▸ What to do
From the data that follows, copy every line with the string "Bell".

▸ Saved entries

--

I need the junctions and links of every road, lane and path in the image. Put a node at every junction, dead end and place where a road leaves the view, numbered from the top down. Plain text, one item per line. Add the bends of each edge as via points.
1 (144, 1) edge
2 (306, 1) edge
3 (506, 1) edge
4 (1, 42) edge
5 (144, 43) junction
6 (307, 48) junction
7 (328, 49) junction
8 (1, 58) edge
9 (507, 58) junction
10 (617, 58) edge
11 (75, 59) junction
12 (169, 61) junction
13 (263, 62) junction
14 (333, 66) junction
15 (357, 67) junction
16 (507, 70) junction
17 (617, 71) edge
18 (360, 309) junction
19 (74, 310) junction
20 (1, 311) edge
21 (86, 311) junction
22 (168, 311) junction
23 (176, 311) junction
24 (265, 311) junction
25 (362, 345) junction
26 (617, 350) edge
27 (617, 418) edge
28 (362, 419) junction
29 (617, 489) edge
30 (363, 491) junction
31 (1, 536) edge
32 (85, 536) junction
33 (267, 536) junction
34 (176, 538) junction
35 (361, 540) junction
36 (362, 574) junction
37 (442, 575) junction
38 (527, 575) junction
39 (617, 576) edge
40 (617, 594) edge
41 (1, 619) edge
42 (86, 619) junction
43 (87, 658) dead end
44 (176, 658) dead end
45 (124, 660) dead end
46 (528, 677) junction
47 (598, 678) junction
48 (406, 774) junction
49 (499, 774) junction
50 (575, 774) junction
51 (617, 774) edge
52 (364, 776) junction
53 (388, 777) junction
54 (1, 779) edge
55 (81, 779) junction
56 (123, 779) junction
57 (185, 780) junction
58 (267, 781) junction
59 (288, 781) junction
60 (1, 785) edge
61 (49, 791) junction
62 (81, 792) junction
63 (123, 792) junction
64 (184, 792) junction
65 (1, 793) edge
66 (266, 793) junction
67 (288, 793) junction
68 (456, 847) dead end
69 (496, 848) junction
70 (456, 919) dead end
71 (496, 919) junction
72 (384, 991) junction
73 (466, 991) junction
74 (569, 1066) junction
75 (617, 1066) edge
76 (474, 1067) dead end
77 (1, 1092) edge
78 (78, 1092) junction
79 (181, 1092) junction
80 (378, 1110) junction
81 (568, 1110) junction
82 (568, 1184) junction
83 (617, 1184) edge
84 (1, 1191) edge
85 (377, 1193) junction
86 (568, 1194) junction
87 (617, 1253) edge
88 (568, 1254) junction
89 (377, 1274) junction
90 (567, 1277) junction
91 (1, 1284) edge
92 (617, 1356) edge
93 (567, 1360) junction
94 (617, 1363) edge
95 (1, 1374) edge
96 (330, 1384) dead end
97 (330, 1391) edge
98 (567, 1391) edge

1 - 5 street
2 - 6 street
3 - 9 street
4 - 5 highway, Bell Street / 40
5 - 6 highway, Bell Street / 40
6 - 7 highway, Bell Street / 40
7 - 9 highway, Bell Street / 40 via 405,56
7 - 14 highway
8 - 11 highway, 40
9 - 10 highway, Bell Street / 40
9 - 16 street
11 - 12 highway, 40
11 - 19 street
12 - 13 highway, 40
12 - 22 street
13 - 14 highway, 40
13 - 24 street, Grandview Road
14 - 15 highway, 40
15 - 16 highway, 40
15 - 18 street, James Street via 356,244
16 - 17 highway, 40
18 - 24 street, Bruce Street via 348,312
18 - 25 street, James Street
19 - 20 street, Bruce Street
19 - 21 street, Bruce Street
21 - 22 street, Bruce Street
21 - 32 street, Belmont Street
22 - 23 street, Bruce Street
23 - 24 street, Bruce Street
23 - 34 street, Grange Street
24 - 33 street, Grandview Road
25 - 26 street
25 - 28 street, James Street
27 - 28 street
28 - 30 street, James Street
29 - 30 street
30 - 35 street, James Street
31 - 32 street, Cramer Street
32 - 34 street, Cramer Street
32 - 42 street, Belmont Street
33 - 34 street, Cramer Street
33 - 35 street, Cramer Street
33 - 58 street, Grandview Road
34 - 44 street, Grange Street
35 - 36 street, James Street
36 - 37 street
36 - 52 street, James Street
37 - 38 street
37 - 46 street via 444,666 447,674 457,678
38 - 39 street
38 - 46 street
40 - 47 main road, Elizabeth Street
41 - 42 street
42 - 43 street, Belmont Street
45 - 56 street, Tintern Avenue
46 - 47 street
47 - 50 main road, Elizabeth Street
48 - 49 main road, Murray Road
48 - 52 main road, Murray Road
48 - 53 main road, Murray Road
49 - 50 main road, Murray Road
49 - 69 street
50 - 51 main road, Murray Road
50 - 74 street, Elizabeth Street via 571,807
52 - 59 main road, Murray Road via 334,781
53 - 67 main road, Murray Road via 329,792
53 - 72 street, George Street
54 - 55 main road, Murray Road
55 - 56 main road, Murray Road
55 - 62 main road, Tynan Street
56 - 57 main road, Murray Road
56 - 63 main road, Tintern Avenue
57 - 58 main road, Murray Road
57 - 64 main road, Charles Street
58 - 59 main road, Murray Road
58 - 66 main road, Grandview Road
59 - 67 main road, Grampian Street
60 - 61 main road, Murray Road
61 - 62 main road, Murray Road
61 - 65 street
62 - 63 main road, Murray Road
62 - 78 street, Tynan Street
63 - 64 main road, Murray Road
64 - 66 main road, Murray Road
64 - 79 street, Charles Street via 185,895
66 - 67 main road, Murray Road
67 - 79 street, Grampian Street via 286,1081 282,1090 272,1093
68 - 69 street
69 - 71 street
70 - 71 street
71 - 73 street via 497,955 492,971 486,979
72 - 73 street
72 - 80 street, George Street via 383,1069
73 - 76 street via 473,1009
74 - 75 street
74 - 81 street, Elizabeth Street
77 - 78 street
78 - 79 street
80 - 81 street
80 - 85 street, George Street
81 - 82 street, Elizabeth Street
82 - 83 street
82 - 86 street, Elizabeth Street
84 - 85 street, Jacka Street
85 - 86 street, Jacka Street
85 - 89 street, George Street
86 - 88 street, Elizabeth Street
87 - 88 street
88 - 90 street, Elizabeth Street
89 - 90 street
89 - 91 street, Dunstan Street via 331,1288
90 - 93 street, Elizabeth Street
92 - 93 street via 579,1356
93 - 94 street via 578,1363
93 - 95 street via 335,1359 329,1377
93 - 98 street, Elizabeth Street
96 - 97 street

--

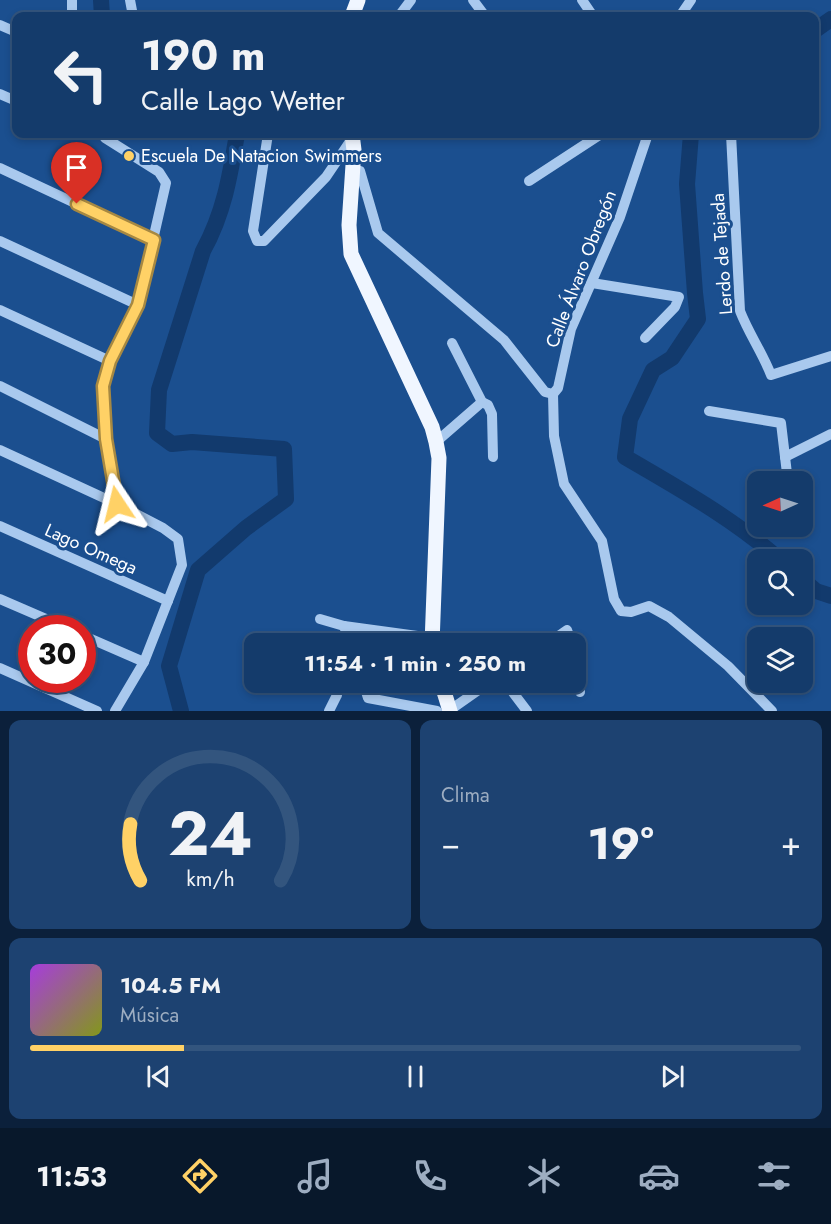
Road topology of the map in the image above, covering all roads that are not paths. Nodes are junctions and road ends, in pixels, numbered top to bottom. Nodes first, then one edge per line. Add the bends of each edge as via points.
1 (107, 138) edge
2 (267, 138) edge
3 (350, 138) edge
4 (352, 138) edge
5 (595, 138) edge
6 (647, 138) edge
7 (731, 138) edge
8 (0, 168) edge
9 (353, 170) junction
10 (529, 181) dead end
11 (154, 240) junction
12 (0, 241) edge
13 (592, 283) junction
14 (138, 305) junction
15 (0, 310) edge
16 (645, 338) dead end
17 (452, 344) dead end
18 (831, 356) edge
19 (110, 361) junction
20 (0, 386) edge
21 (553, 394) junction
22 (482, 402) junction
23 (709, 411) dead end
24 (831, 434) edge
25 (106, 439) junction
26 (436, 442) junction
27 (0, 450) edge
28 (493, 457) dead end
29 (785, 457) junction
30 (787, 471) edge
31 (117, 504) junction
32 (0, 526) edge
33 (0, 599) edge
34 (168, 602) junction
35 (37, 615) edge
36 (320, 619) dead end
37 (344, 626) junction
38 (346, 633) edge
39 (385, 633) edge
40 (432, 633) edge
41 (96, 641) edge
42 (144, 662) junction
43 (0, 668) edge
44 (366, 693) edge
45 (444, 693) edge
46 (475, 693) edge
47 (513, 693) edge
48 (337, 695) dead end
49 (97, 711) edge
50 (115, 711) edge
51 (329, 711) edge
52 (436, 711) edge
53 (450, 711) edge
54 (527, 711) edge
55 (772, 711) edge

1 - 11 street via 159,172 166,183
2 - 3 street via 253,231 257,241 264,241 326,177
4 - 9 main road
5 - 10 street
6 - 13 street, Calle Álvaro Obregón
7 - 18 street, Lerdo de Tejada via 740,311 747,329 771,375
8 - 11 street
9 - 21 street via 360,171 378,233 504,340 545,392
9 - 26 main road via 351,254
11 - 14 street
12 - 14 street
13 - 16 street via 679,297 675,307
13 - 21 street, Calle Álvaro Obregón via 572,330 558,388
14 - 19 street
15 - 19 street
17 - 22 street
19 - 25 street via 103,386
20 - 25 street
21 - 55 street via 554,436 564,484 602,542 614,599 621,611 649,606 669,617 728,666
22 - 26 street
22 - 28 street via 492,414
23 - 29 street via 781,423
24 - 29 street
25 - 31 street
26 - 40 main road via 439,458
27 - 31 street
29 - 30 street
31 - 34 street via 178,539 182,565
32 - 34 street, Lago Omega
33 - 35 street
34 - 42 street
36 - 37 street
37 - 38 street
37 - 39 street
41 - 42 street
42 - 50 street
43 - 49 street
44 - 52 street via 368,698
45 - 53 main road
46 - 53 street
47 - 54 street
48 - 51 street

--

▸ Response to this task
4 - 5 highway, Bell Street / 40
5 - 6 highway, Bell Street / 40
6 - 7 highway, Bell Street / 40
7 - 9 highway, Bell Street / 40 via 405,56
9 - 10 highway, Bell Street / 40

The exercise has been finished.